Laurie Penny on Mars: Modern life is science fiction – but would you dare go on a one-way mission to Mars?

Would you sign up for a perilous journey, knowing that you’ve got just one shot at making the human race a bit better, a bit braver?

If you were offered a one-way ticket to Mars, would you take it? It’s a serious question. The first manned Mars landing, organised by a Dutch company called Mars One, has put out a call for applicants. In 2018, the planets will literally align, making a journey to the Red Planet more than feasible. You don’t have to be a trained astronaut but you must be willing to spend 521 days in a very small space with three other people, with limited supplies and drinking water reclaimed from your own effluvia. You will also be under constant video surveillance, because this mission to Mars is relying on global TV networks to cover its considerable budget. It’s the ultimate Big Brother, with no way out: after a year and a half the colonists will either shag or kill each other, or both. The ratings will be fantastic.

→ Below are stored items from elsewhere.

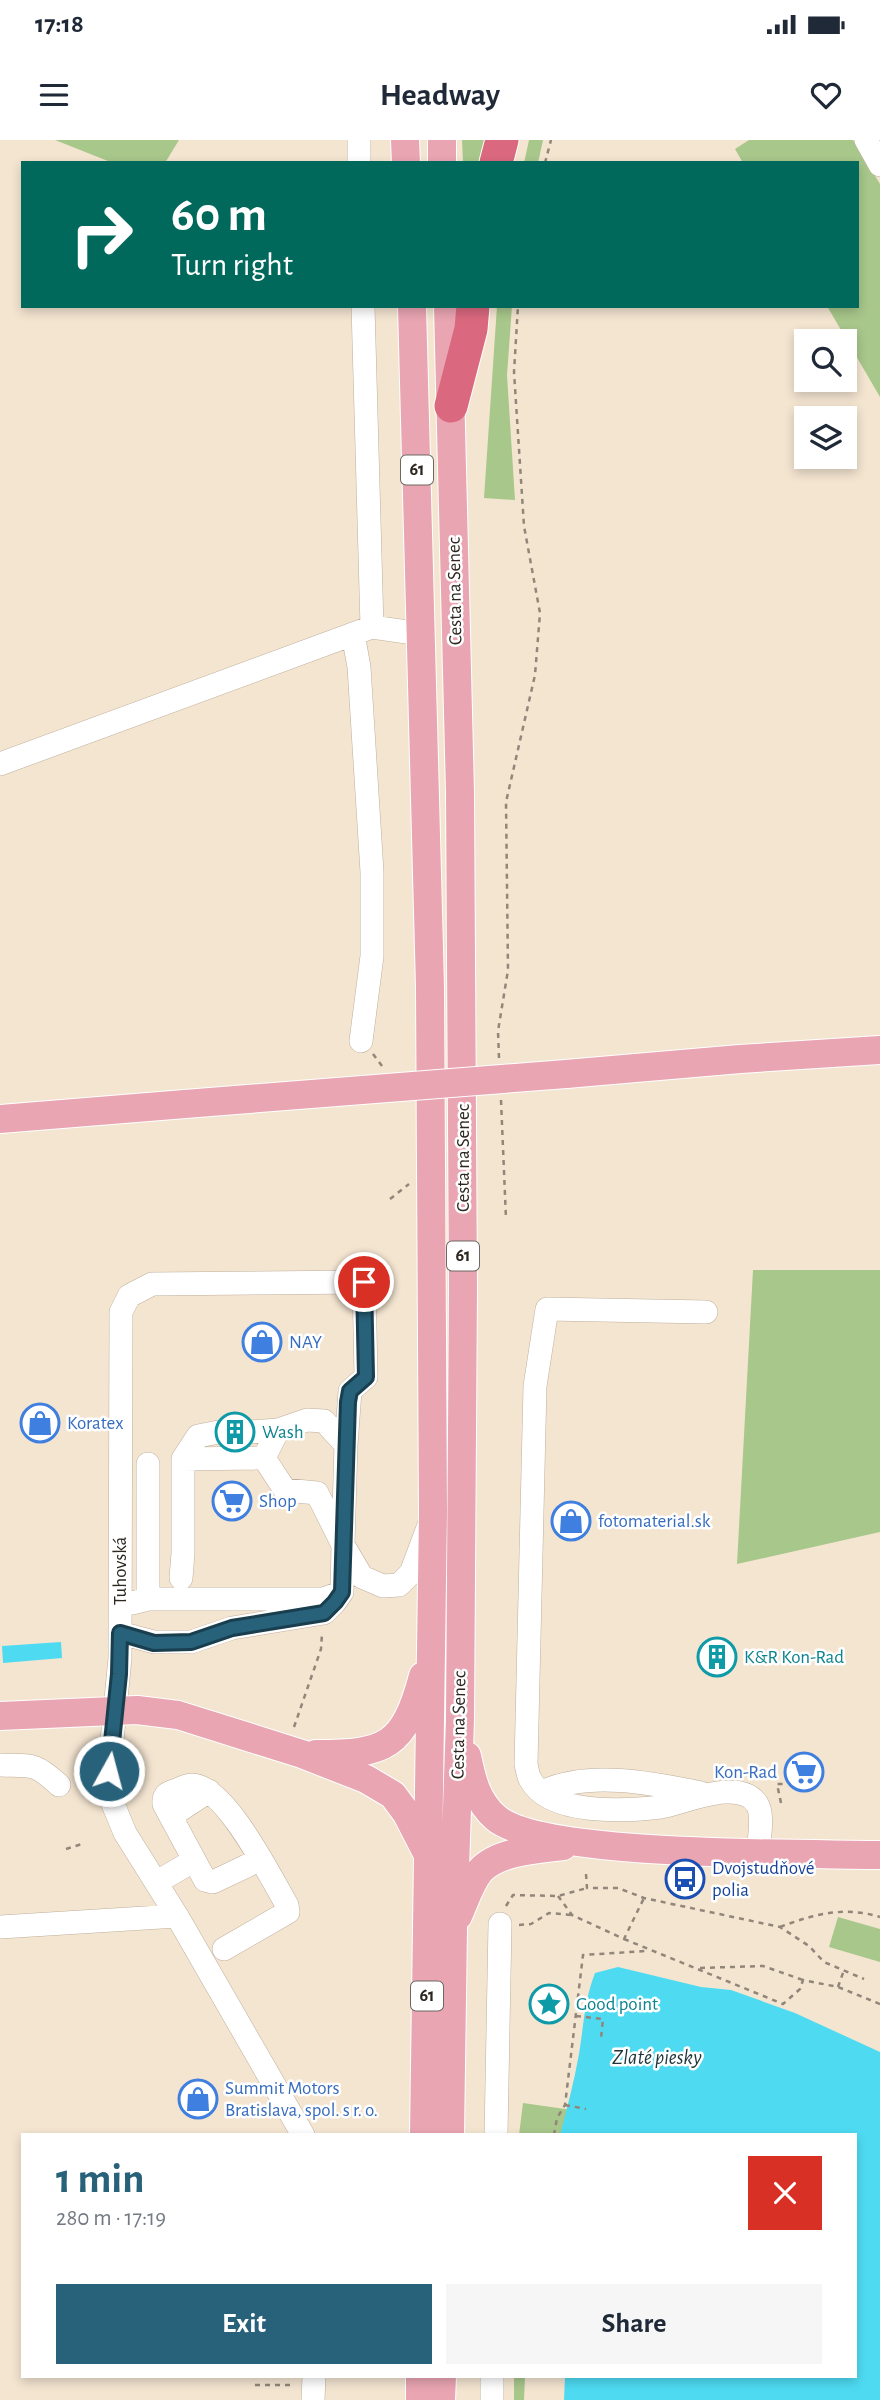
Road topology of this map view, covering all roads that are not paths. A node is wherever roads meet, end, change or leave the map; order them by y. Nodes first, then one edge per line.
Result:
1 (359, 140) edge
2 (405, 140) edge
3 (442, 140) edge
4 (502, 140) edge
5 (866, 140) edge
6 (359, 161) edge
7 (406, 161) edge
8 (442, 161) edge
9 (497, 161) edge
10 (880, 165) edge
11 (363, 308) edge
12 (412, 308) edge
13 (448, 308) edge
14 (473, 308) edge
15 (451, 406) junction
16 (362, 631) junction
17 (421, 634) junction
18 (0, 764) edge
19 (361, 1041) road end
20 (880, 1050) edge
21 (0, 1119) edge
22 (706, 1312) dead end
23 (278, 1430) junction
24 (219, 1432) dead end
25 (250, 1432) dead end
26 (346, 1445) junction
27 (264, 1458) junction
28 (182, 1462) junction
29 (120, 1464) junction
30 (148, 1464) junction
31 (433, 1512) junction
32 (343, 1545) junction
33 (181, 1578) dead end
34 (342, 1592) junction
35 (148, 1599) junction
36 (120, 1605) junction
37 (120, 1633) junction
38 (432, 1643) junction
39 (114, 1712) junction
40 (0, 1716) edge
41 (460, 1719) junction
42 (302, 1754) junction
43 (0, 1765) edge
44 (59, 1785) dead end
45 (587, 1844) junction
46 (758, 1852) junction
47 (880, 1855) edge
48 (429, 1857) junction
49 (261, 1860) junction
50 (193, 1861) junction
51 (157, 1882) junction
52 (177, 1916) junction
53 (500, 1924) road end
54 (0, 1927) edge
55 (453, 1928) junction
56 (224, 1949) dead end
57 (302, 2133) edge
58 (424, 2133) edge
59 (450, 2133) edge
60 (496, 2133) edge
61 (420, 2378) edge
62 (442, 2378) edge
63 (492, 2378) edge
64 (420, 2400) edge
65 (441, 2400) edge
66 (492, 2400) edge

1 - 6 street
2 - 7 main road
3 - 8 main road
4 - 9 highway
5 - 10 street
11 - 16 street
12 - 17 main road, Cesta na Senec / 61
13 - 15 main road, Cesta na Senec / 61
14 - 15 highway
15 - 41 main road, Cesta na Senec / 61
16 - 17 street
16 - 18 street
16 - 19 street
17 - 31 main road, Cesta na Senec / 61
20 - 21 main road, bridge
22 - 46 street
23 - 25 street
23 - 26 street
23 - 27 street
24 - 28 street
26 - 29 street, Tuhovská
26 - 32 street
27 - 28 street
27 - 32 street
28 - 30 street
28 - 33 street
29 - 30 street
29 - 36 street, Tuhovská
30 - 35 street
31 - 32 street
31 - 38 main road, Cesta na Senec / 61
32 - 34 street
34 - 35 street
34 - 37 street
35 - 36 street
36 - 37 street, Tuhovská
37 - 39 street, Tuhovská
38 - 42 main road, 61
38 - 48 main road, Cesta na Senec / 61
39 - 40 main road, 61
39 - 42 main road, 61
39 - 51 street, Tuhovská
41 - 45 main road, 61
41 - 55 main road, Cesta na Senec / 61
42 - 48 main road, 61
43 - 44 street
45 - 46 main road, 61
45 - 55 main road, 61
46 - 47 main road, 61
48 - 58 main road, Cesta na Senec / 61
49 - 50 street
49 - 50 street
49 - 56 street
50 - 51 street
51 - 52 street, Tuhovská
52 - 54 street
52 - 57 street, Tuhovská
53 - 60 street
55 - 59 main road, Cesta na Senec / 61
61 - 64 main road
62 - 65 main road
63 - 66 street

Most of all, you must be willing to say goodbye for ever to your family, your friends, the barista at your favourite coffee shop. This is a one-way trip: even if they make it through the gruelling physical ordeal of the journey, it is possible none of the astronauts will ever come home. Sounds like a raw deal, right?

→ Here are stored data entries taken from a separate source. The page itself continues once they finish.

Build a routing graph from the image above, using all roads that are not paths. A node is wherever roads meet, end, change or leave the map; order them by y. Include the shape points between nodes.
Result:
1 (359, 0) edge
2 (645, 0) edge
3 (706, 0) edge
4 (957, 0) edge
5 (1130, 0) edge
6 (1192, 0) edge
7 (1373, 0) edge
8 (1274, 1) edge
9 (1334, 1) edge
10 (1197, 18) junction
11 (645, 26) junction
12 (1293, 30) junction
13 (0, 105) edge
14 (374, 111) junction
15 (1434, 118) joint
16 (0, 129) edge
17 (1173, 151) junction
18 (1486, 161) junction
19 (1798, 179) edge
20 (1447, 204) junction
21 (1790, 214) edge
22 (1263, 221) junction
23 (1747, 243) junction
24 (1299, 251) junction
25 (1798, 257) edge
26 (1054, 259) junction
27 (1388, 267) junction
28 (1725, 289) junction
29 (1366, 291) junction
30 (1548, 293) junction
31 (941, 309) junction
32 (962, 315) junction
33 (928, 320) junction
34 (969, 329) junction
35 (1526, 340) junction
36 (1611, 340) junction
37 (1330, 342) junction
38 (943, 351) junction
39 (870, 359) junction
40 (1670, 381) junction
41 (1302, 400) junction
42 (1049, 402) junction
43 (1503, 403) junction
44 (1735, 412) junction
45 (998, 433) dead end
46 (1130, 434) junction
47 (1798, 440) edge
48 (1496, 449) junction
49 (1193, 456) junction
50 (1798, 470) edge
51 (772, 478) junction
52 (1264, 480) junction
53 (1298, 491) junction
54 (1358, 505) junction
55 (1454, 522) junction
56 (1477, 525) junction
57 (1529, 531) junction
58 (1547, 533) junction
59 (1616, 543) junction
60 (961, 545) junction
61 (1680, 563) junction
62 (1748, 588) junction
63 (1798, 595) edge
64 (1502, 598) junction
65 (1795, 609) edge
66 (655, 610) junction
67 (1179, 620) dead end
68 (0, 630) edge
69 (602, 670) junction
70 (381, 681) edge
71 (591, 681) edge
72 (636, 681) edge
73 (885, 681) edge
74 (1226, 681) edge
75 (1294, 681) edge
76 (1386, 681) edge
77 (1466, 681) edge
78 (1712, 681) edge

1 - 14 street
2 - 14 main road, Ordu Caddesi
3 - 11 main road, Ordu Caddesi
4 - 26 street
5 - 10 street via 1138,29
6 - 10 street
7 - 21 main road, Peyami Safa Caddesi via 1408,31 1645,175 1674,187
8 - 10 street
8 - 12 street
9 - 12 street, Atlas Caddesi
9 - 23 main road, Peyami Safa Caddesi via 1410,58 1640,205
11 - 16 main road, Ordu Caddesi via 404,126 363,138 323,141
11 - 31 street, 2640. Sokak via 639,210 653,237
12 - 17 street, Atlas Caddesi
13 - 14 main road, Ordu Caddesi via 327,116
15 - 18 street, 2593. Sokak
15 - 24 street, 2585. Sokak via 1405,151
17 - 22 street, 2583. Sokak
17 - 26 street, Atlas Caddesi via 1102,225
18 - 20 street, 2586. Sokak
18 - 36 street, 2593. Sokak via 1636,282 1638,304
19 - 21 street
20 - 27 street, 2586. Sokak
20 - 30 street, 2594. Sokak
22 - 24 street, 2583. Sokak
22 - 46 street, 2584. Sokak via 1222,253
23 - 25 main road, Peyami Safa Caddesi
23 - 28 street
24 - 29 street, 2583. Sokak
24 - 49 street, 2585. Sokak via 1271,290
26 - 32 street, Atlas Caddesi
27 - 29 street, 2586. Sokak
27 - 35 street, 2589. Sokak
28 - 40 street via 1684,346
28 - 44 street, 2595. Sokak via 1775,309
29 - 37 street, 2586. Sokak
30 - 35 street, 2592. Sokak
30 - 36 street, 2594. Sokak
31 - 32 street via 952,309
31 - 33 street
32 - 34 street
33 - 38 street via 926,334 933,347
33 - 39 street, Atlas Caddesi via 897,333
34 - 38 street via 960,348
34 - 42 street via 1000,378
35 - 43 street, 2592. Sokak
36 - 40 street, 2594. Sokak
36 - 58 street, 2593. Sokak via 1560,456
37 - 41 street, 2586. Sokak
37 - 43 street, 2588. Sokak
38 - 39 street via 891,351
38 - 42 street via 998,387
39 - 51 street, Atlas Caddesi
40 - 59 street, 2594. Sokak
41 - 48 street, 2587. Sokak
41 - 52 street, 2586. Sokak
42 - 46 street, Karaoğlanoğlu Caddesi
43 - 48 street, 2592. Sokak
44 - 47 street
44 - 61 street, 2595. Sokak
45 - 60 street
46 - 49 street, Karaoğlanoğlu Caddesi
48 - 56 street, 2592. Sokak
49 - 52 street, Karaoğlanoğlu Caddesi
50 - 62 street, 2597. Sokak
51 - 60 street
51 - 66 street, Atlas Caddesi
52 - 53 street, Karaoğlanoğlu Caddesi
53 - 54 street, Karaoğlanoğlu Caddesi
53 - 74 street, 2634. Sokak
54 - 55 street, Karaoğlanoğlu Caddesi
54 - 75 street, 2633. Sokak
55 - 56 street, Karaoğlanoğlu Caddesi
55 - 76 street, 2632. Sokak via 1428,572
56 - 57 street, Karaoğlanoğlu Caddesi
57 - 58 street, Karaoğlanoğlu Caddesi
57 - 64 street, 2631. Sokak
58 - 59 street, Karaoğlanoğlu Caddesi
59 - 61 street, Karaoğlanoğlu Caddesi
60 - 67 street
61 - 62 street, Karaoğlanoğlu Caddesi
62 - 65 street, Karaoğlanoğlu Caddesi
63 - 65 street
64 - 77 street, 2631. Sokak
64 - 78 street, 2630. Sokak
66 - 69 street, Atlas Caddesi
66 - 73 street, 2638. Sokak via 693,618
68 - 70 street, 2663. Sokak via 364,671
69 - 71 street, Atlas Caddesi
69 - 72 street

Yet in its first few days of operation, Mars One received more than 10,000 applications for four places. This was despite a considerable entry cost designed, ostensibly, to screen out spam applicants. The company has already made a small fortune in application fees, making me wonder if it’s a scam. If so, it’s an extremely elegant one, conning millions of desperate people to hope there might be a future for the human race outside this cramped and poisoned planet, and that we might get to be a part of that future. It’s not as if Earth has a great deal going for it right now. No wonder people are falling over themselves to sign up.

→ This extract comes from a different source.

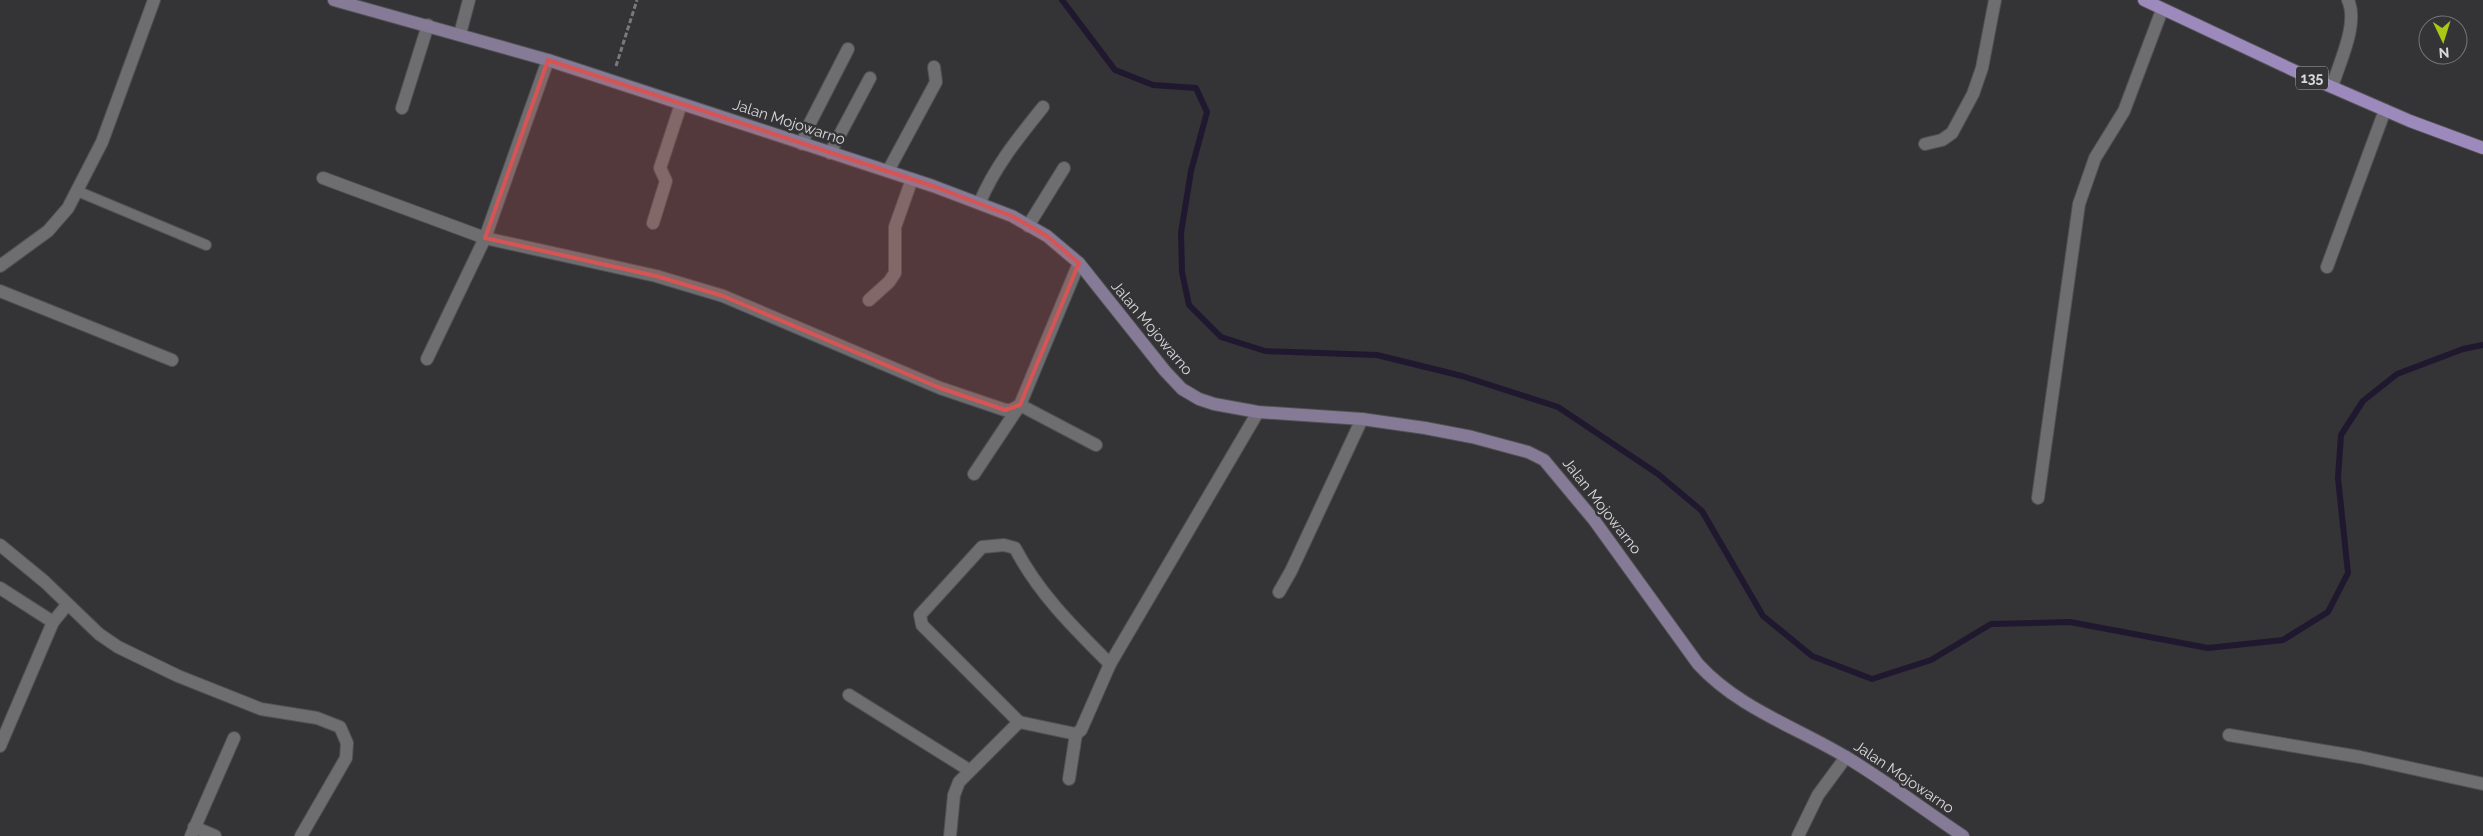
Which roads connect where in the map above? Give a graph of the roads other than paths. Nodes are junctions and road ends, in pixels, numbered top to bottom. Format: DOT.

It's a little ironic that I'm writing this column on Earth Day, the international celebration of the natural wonders of the third planet on behalf of a population whose leaders are doing their best to burn those wonders for money and choke the rest of us in the process. In the forty years since the first Earth Day in April 1970, with successive world governments having failed almost entirely to tackle climate change, the event has taken on the sort of grim party atmosphere of a nonagenarian's birthday party. Give grandma some cake, everybody! She might not be around to enjoy it next year! I only found out that it was Earth Day on typing the word 'Mars Mission' into the Google Search bar. This further illuminates the logic of exploring other options if you can raise the cash, which most of us can't.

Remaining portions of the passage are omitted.